EPHJ is the world’s largest exhibition of precision technology and supplies for the watch industry, and takes place this year from September 15 to 18 at the Palexpo in Geneva.
The timing had been in doubt, and remains under review in case official advice on large gatherings is changed by Swiss authorities, but for now it proceeds with around half of the exhibitors from last year already re-booked to appear and many more expected to take part.
EPHJ attracts more than just suppliers to the watch industry, it also has exhibitors making precision instruments for advanced industries including healthcare, dentistry and aeronautics.
Often businesses in these highly technical fields share expertise between them. This cross-fertilisation has led to some of the greatest advances in research and development for watchmaking, according to the show’s director Alexandre Catton.
The winner of last year’s innovation award at the show was a company with technology for watchmakers, medics and opticians.

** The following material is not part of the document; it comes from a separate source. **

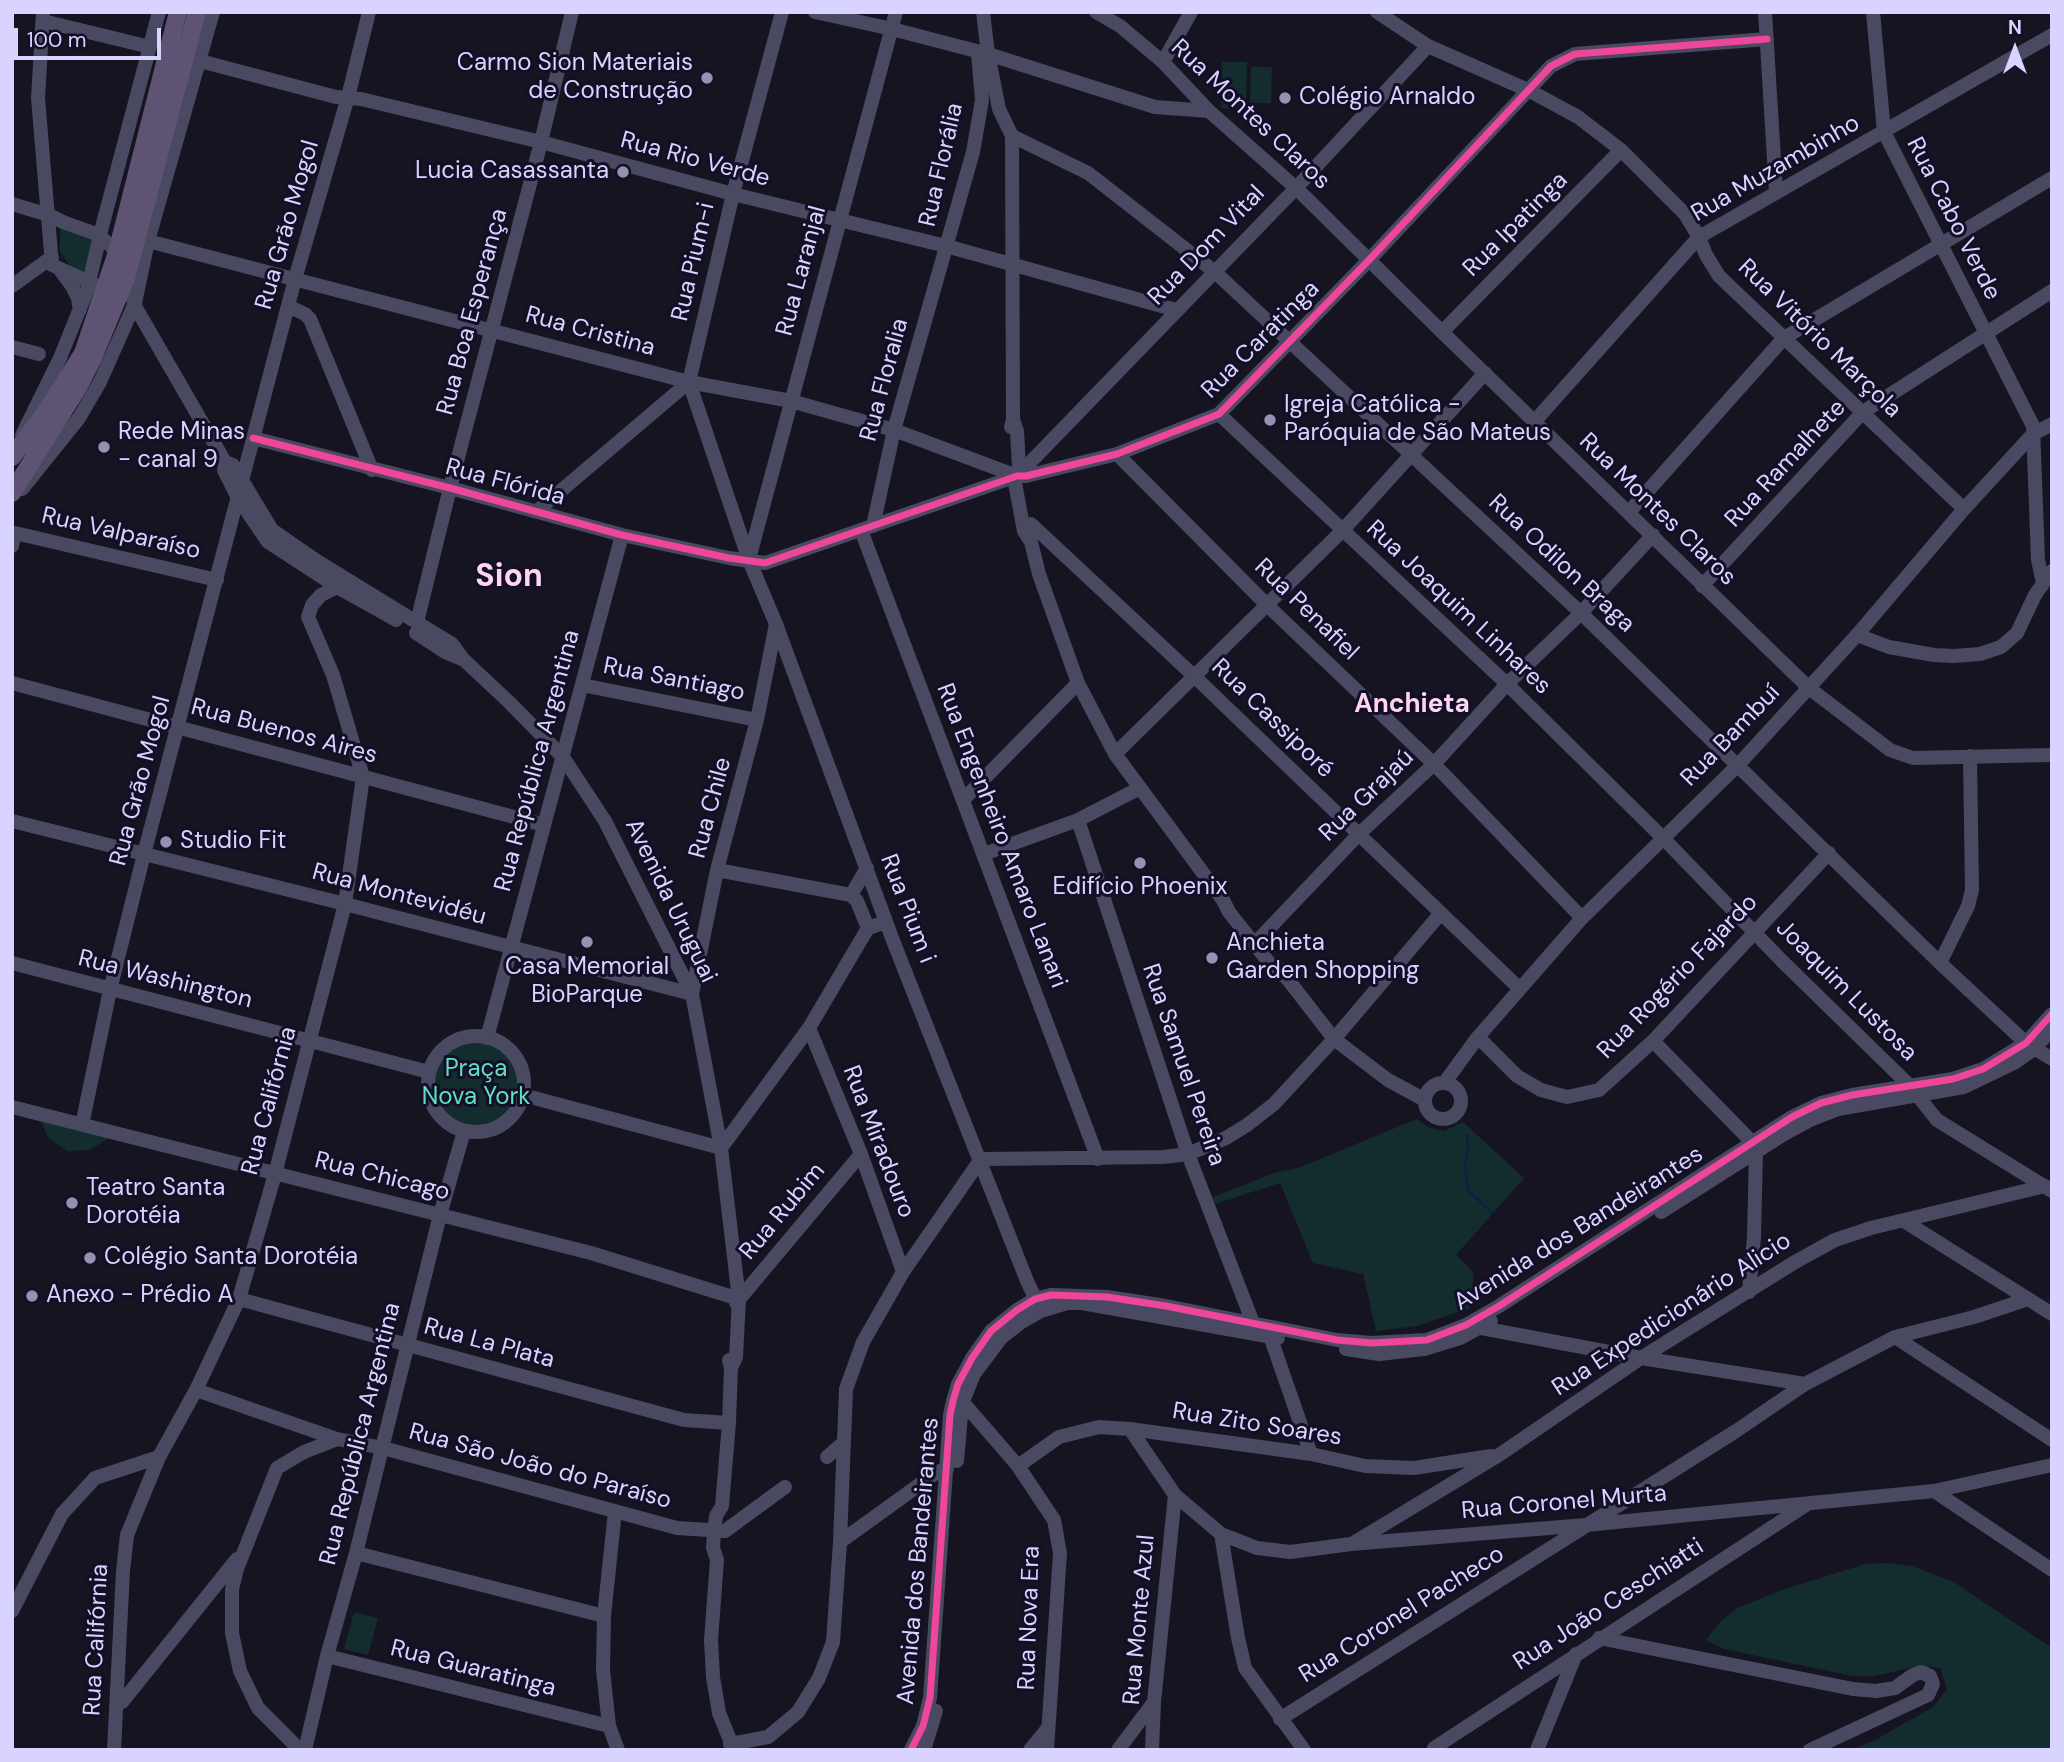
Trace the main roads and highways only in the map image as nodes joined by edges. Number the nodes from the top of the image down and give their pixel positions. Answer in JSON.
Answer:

If you want to make a watch, EPHJ exhibitors will provide everything you need from cases, movements and straps to sapphire crystal glass, mainplates and springs.
If you want to make your own components, the CNC machines, 3D printers and tools you need are all on show as well.

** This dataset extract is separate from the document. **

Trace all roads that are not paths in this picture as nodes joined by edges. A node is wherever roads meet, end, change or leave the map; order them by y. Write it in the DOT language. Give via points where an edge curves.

It is an important meeting point for the industry where CEOs and watchmakers of watch brands mix with engineers and inventors. This makes it a vital event where brand new ideas that shape the future of watchmaking are discussed, Mr Catton says. “We strongly believe we are part of a new beginning for the industry,” he adds.

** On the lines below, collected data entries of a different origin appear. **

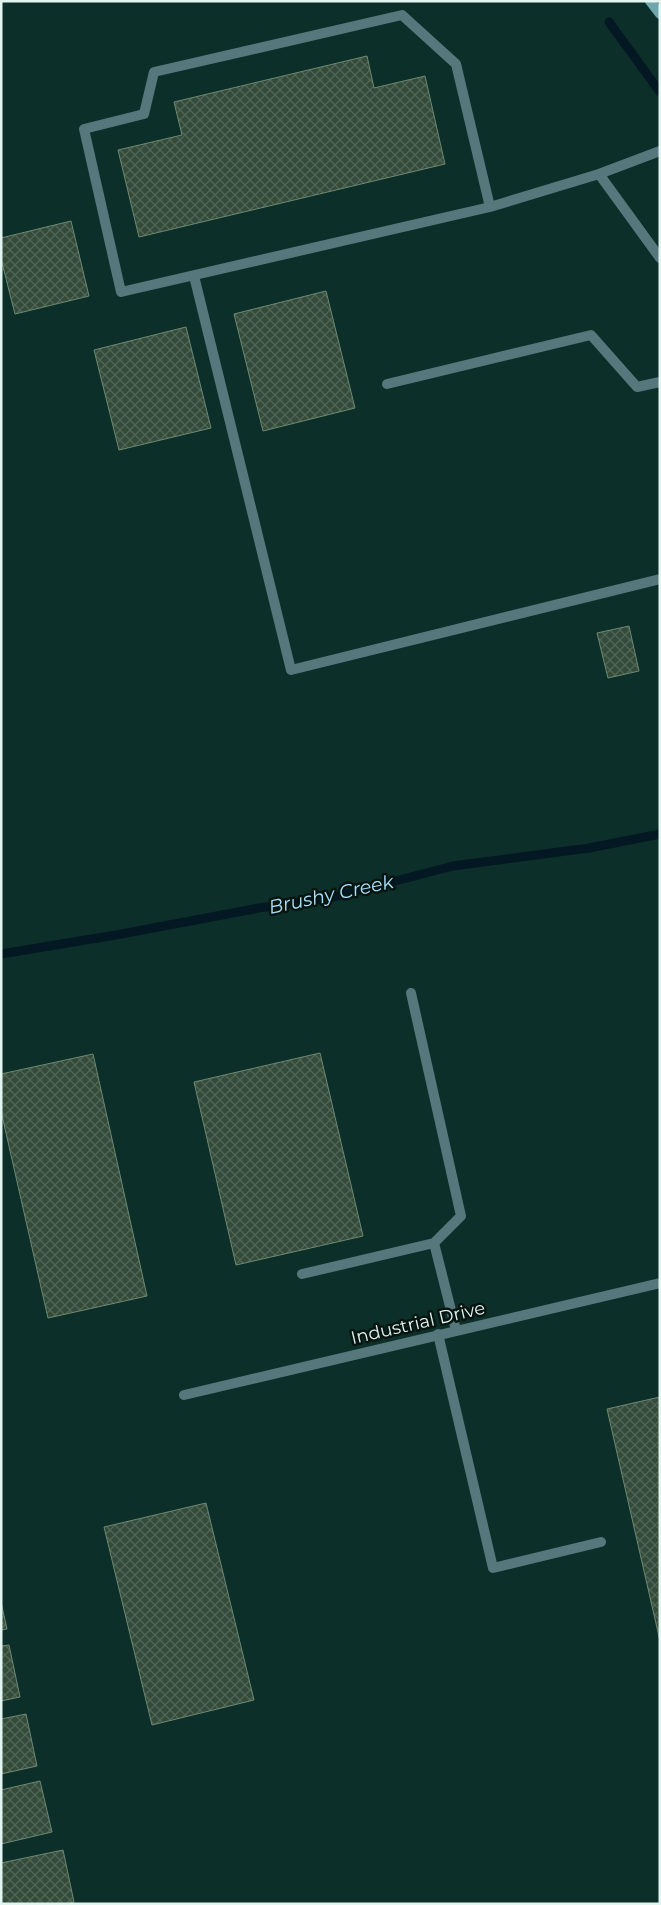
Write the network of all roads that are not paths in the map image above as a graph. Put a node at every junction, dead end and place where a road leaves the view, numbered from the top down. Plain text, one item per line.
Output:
1 (650, 1) edge
2 (660, 14) edge
3 (660, 151) edge
4 (599, 174) junction
5 (490, 207) junction
6 (660, 258) edge
7 (194, 276) junction
8 (660, 382) edge
9 (387, 384) dead end
10 (660, 579) edge
11 (411, 993) dead end
12 (434, 1243) junction
13 (302, 1274) dead end
14 (660, 1282) edge
15 (456, 1330) junction
16 (438, 1334) junction
17 (184, 1394) dead end
18 (601, 1542) dead end

1 - 2 main road
3 - 4 street
4 - 5 street
4 - 6 street
5 - 7 street
5 - 7 street
7 - 10 street
8 - 9 street
11 - 12 street
12 - 13 street
12 - 15 street
14 - 15 street, Industrial Drive
15 - 16 street, Industrial Drive
16 - 17 street, Industrial Drive
16 - 18 street

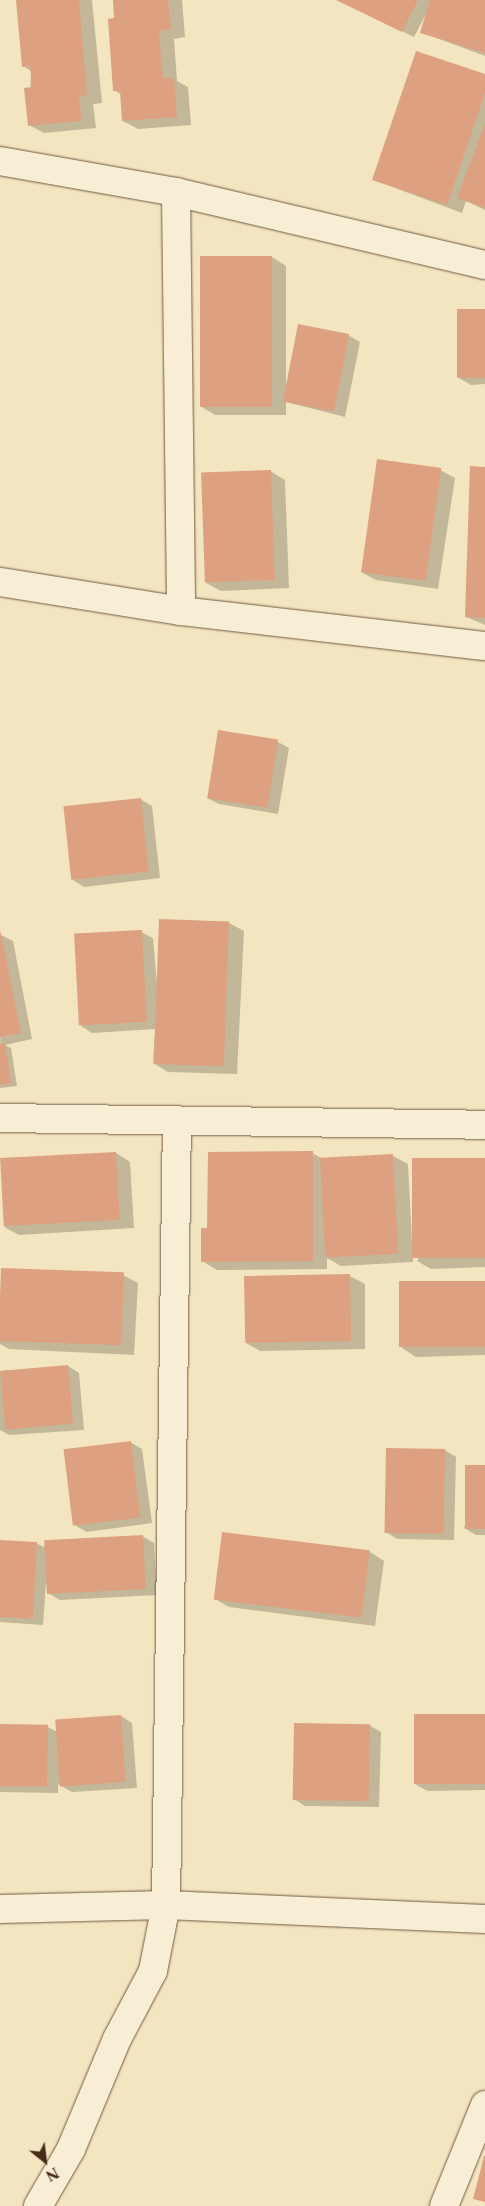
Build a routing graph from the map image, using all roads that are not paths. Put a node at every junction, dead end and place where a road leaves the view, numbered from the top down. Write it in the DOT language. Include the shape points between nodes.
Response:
graph roads {
  1 [pos="0,161"];
  2 [pos="176,192"];
  3 [pos="485,265"];
  4 [pos="0,582"];
  5 [pos="181,611"];
  6 [pos="485,646"];
  7 [pos="0,1118"];
  8 [pos="177,1120"];
  9 [pos="485,1125"];
  10 [pos="166,1905"];
  11 [pos="0,1909"];
  12 [pos="485,1919"];
  13 [pos="485,2105"];
  14 [pos="38,2206"];
  15 [pos="444,2206"];
  1 -- 2 [label="street"];
  2 -- 3 [label="street"];
  2 -- 5 [label="street"];
  4 -- 5 [label="street"];
  5 -- 6 [label="street"];
  7 -- 8 [label="street"];
  8 -- 9 [label="street"];
  8 -- 10 [label="street"];
  10 -- 11 [label="street"];
  10 -- 12 [label="street"];
  10 -- 14 [label="street" via="154,1971 117,2040 71,2149"];
  13 -- 15 [label="street"];
}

Innovation has not stopped during the Coronavirus pandemic. If anything, it has accelerated as suppliers focused on R&D rather than fulfilling orders while their factories have been closed.
This leads Mr Catton to believe that 2020 could be a year when we see even more futuristic ideas coming to market.
The pandemic has also shown the fragility of global supply chains from China to the United States and led to an uptick in re-shoring of manufacturing of components as close as possible to the CHF 21 billion Swiss watch industry. “Watchmakers are questioning whether to source from cheaper countries that are less secure and do more damage to the environment than sourcing from your home country,” Mr Catton suggests.